Researchers at Novee disclosed Cordyceps, a systemic class of weaknesses in CI/CD pipelines, especially GitHub Actions workflows, that lets an attacker with nothing more than a free account hijack a project's build and release process. The danger is not a single bug but how workflows chain together: an untrusted pull request or comment feeds a low-privilege workflow whose output flows into a higher-privilege one, ending in stolen credentials, poisoned artifacts, or malicious releases. A scan of 30,000 repositories found over 300 fully exploitable, with fixes confirmed by Microsoft, Google, Apache, Cloudflare, and the Python Software Foundation. Standard scanners miss it because they check files in isolation.

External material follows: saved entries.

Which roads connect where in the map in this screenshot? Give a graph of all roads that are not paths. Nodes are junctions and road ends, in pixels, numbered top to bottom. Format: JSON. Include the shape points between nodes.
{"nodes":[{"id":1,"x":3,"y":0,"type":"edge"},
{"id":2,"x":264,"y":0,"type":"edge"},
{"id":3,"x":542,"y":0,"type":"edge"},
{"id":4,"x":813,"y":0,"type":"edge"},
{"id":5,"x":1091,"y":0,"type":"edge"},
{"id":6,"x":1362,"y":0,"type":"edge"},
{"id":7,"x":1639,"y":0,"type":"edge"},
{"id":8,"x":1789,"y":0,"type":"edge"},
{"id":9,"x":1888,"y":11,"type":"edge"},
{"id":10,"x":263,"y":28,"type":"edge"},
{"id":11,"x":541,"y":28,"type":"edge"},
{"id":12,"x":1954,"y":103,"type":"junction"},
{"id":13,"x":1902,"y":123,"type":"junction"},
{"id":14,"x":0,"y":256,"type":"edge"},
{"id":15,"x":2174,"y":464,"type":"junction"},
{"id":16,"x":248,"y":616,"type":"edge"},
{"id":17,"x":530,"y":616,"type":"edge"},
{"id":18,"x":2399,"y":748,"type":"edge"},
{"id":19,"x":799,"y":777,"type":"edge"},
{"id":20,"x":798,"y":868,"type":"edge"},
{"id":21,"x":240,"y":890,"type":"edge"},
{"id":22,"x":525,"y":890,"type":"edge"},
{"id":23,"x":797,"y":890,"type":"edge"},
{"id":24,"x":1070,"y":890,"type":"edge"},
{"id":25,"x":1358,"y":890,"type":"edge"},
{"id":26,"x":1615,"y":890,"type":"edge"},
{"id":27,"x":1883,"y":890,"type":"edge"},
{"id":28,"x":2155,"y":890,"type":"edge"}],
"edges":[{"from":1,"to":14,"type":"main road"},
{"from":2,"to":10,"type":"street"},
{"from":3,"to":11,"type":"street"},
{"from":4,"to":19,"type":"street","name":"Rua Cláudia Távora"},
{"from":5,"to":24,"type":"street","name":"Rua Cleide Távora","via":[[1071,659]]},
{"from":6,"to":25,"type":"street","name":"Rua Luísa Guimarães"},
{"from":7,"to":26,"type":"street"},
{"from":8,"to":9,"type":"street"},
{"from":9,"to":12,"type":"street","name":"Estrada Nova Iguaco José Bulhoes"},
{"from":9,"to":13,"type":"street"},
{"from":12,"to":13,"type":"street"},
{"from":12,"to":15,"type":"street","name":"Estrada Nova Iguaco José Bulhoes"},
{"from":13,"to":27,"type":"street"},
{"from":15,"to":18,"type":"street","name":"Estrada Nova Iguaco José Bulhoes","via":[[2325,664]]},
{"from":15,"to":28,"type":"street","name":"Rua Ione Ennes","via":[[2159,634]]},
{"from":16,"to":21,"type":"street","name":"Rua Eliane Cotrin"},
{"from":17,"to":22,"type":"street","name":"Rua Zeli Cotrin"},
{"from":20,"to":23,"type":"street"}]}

Researcher RyotaK has disclosed a now-patched flaw in Anthropic's Claude Code GitHub Action, which drops Claude into CI/CD to triage issues and review PRs with broad repo permissions. The action's trigger check waved through any actor whose name ended in [bot] - but anyone can register a GitHub App and use its token to open an issue on a public repo. Agent mode lacked the human-actor check tag mode had. The attacker then used indirect prompt injection in an issue to make Claude read /proc/self/environ and write back the OIDC credentials, which can be replayed for an installation token with write access. Anthropic's example workflow shipped with allowed_non_write_users: '*'.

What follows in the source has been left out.